Stored data entries:
● ● ● ● ●

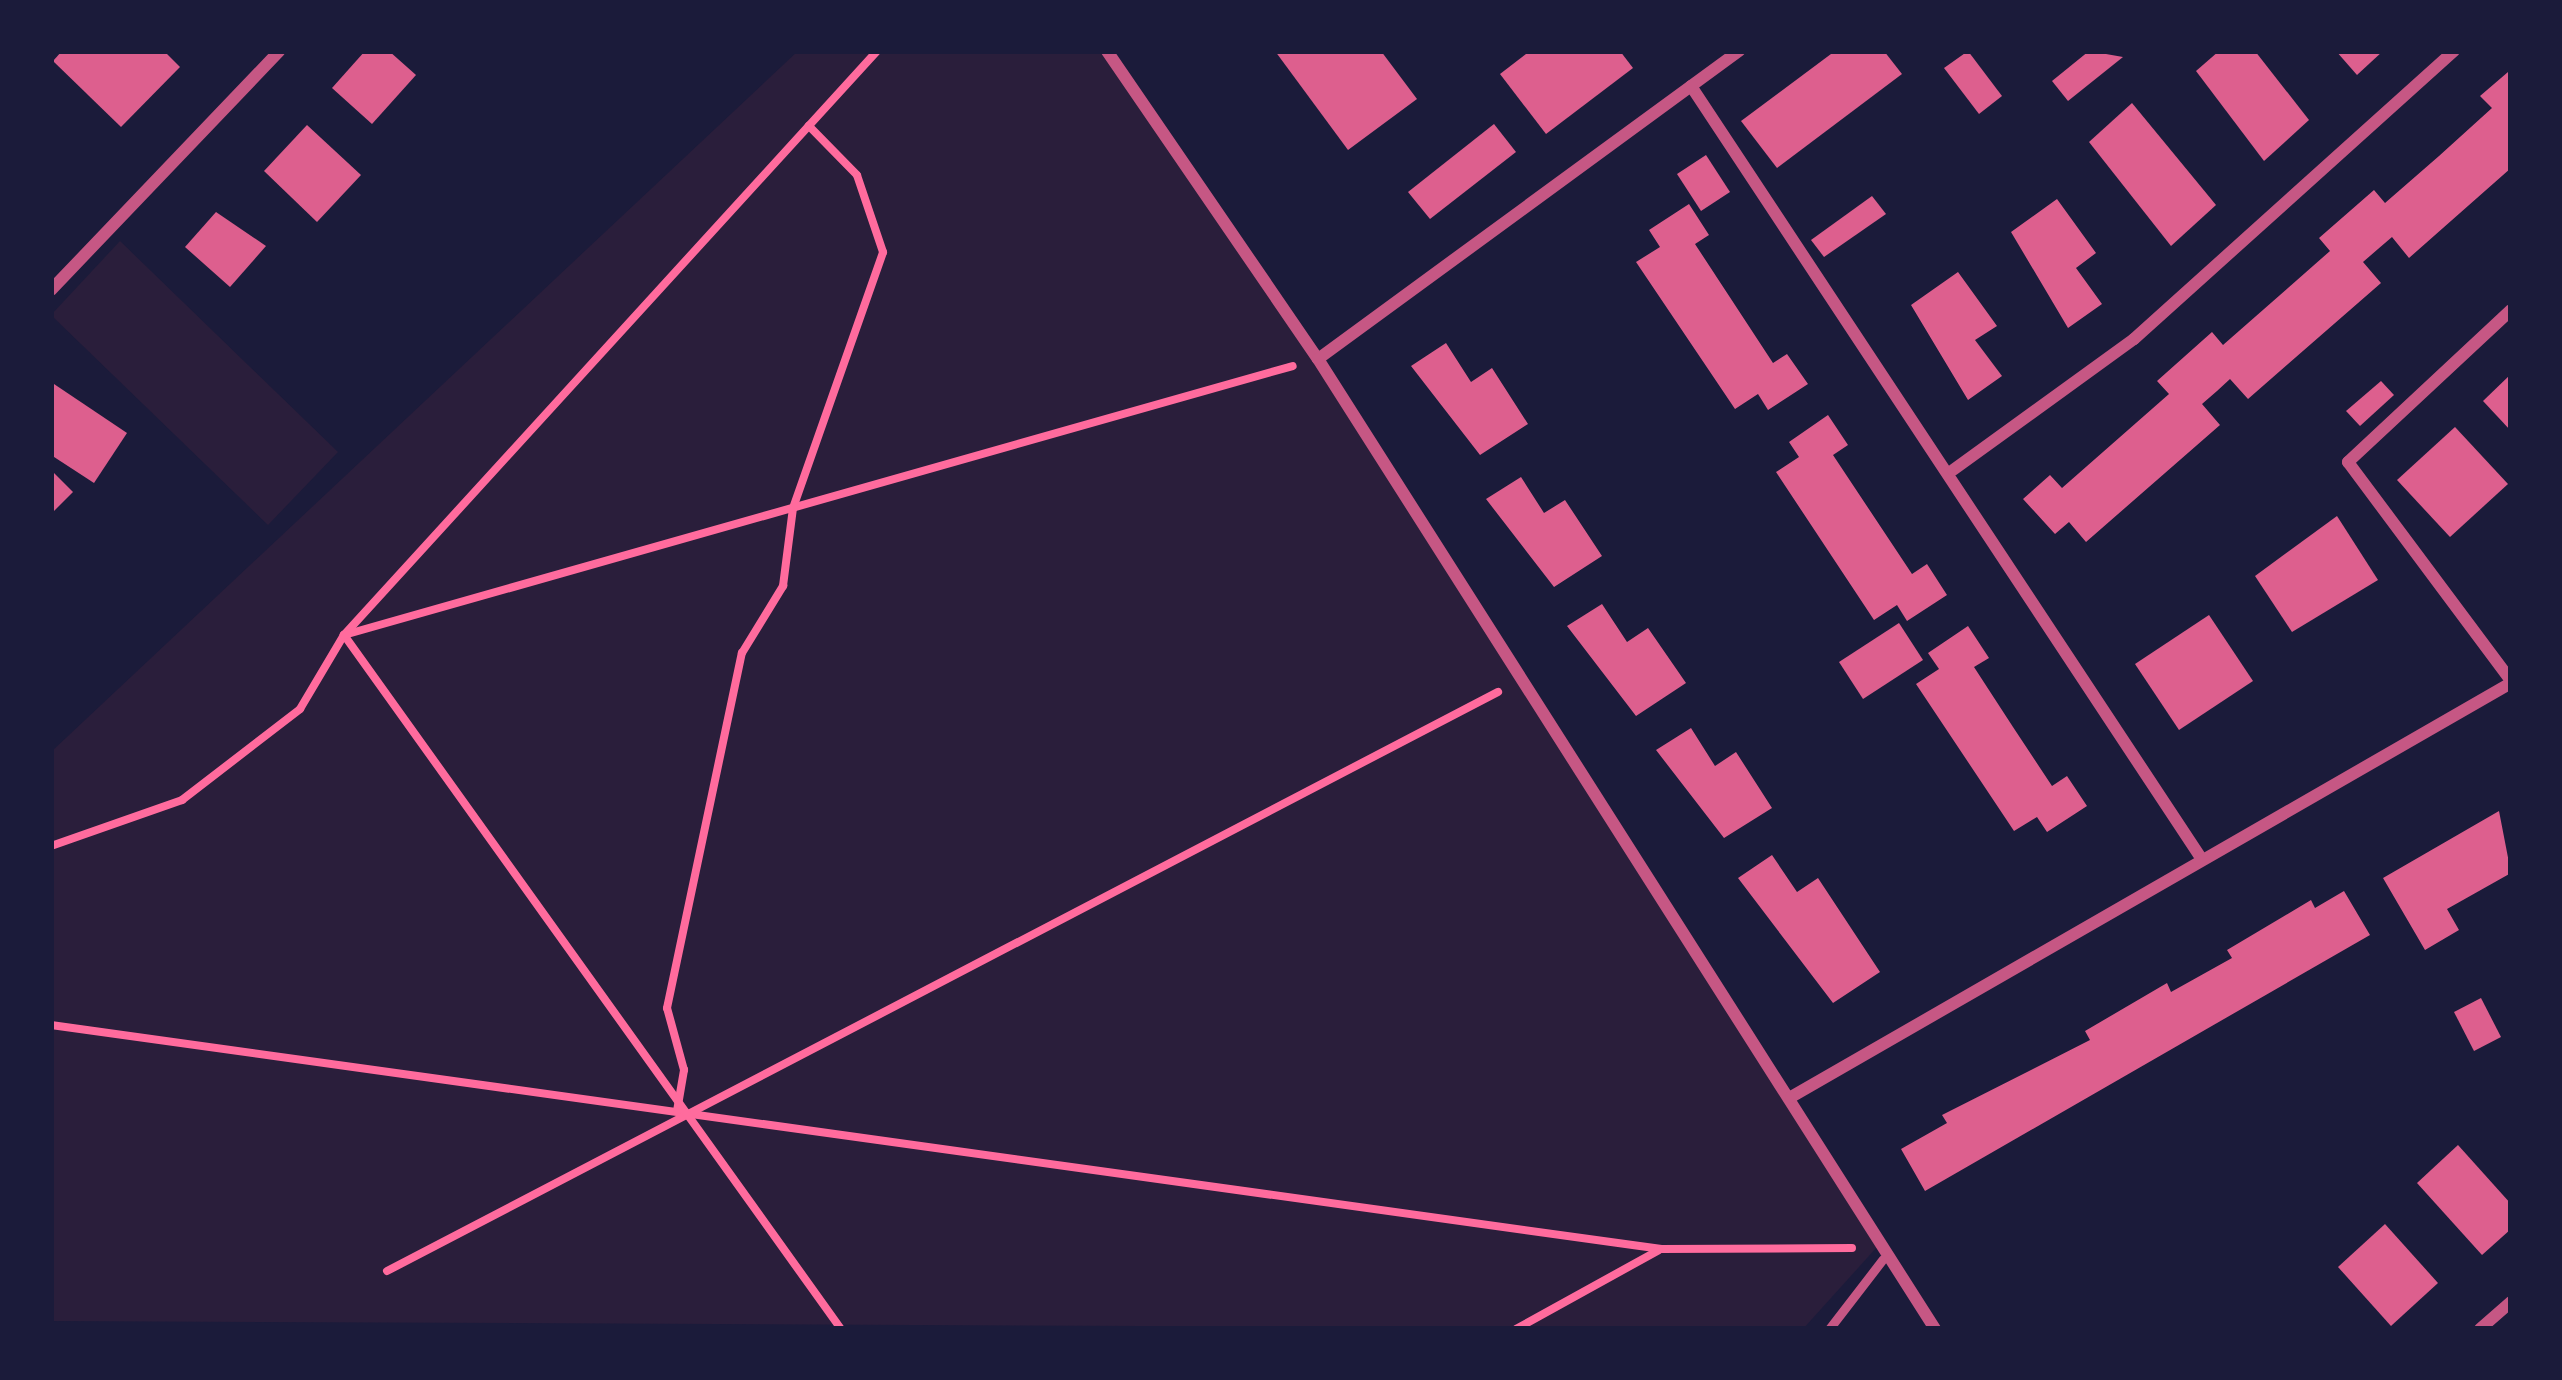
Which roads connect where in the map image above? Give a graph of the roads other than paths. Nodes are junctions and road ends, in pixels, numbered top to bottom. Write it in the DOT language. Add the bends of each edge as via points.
graph roads {
  1 [pos="279,51"];
  2 [pos="1107,51"];
  3 [pos="1738,51"];
  4 [pos="2454,51"];
  5 [pos="1691,86"];
  6 [pos="51,290"];
  7 [pos="2511,310"];
  8 [pos="1318,359"];
  9 [pos="1953,470"];
  10 [pos="2511,682"];
  11 [pos="2198,855"];
  12 [pos="1791,1097"];
  13 [pos="1880,1253"];
  14 [pos="2511,1302"];
  15 [pos="1829,1329"];
  16 [pos="1935,1329"];
  17 [pos="2480,1329"];
  1 -- 6 [label="street"];
  2 -- 8 [label="street"];
  3 -- 5 [label="street"];
  4 -- 9 [label="street" via="2134,339"];
  5 -- 8 [label="street"];
  5 -- 9 [label="street"];
  7 -- 10 [label="street" via="2348,462"];
  8 -- 12 [label="street" via="1516,683"];
  9 -- 11 [label="street"];
  10 -- 11 [label="street"];
  11 -- 12 [label="street"];
  12 -- 13 [label="street"];
  13 -- 15 [label="lane"];
  13 -- 16 [label="street"];
  14 -- 17 [label="street"];
}
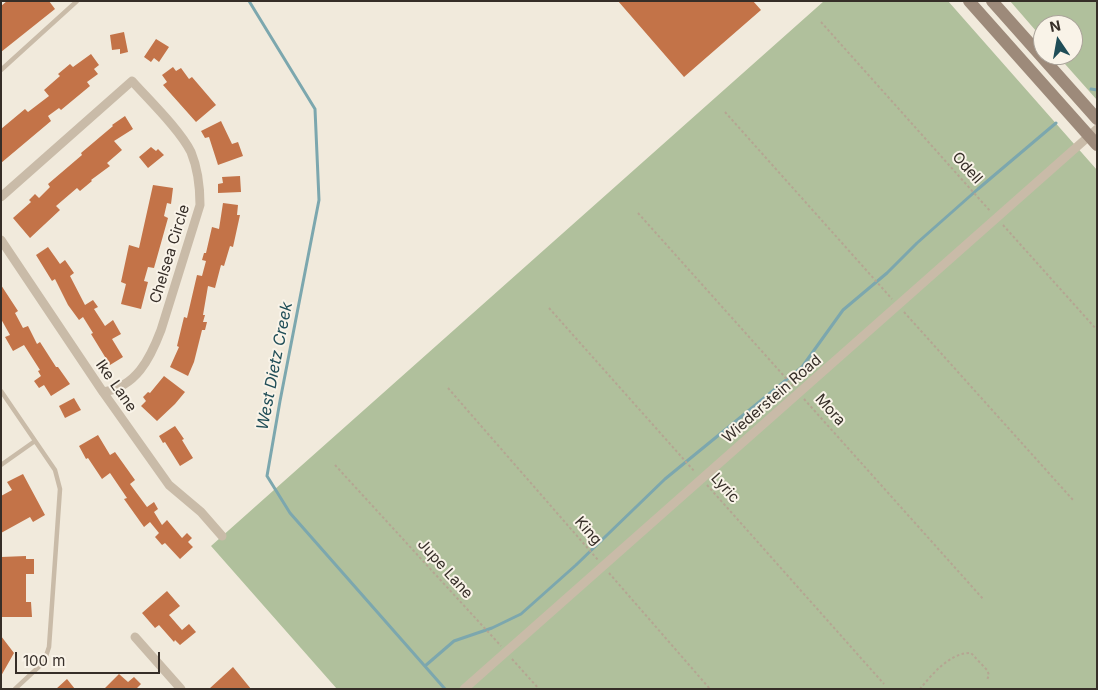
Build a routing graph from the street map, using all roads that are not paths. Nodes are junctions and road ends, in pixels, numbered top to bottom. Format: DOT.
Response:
graph roads {
  1 [pos="77,1"];
  2 [pos="969,1"];
  3 [pos="992,1"];
  4 [pos="1,70"];
  5 [pos="1097,119"];
  6 [pos="1094,137"];
  7 [pos="1,197"];
  8 [pos="1,240"];
  9 [pos="1,391"];
  10 [pos="103,392"];
  11 [pos="35,442"];
  12 [pos="1,465"];
  13 [pos="222,536"];
  14 [pos="135,637"];
  15 [pos="15,689"];
  16 [pos="181,689"];
  17 [pos="464,689"];
  1 -- 4 [label="lane"];
  2 -- 6 [label="main road"];
  3 -- 5 [label="main road"];
  6 -- 17 [label="street, Wiederstein Road"];
  7 -- 10 [label="street, Chelsea Circle"];
  8 -- 10 [label="street, Ike Lane"];
  9 -- 11 [label="lane"];
  10 -- 13 [label="street, Ike Lane"];
  11 -- 12 [label="lane"];
  11 -- 15 [label="lane"];
  14 -- 16 [label="street"];
}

● ● ● ● ●

Exercise:
Nothing but the lines from the one with "Build a routing" through the final line of the records above should appear, each copied exactly.

Exercise output:
Build a routing graph from the street map, using all roads that are not paths. Nodes are junctions and road ends, in pixels, numbered top to bottom. Format: DOT.
Response:
graph roads {
  1 [pos="77,1"];
  2 [pos="969,1"];
  3 [pos="992,1"];
  4 [pos="1,70"];
  5 [pos="1097,119"];
  6 [pos="1094,137"];
  7 [pos="1,197"];
  8 [pos="1,240"];
  9 [pos="1,391"];
  10 [pos="103,392"];
  11 [pos="35,442"];
  12 [pos="1,465"];
  13 [pos="222,536"];
  14 [pos="135,637"];
  15 [pos="15,689"];
  16 [pos="181,689"];
  17 [pos="464,689"];
  1 -- 4 [label="lane"];
  2 -- 6 [label="main road"];
  3 -- 5 [label="main road"];
  6 -- 17 [label="street, Wiederstein Road"];
  7 -- 10 [label="street, Chelsea Circle"];
  8 -- 10 [label="street, Ike Lane"];
  9 -- 11 [label="lane"];
  10 -- 13 [label="street, Ike Lane"];
  11 -- 12 [label="lane"];
  11 -- 15 [label="lane"];
  14 -- 16 [label="street"];
}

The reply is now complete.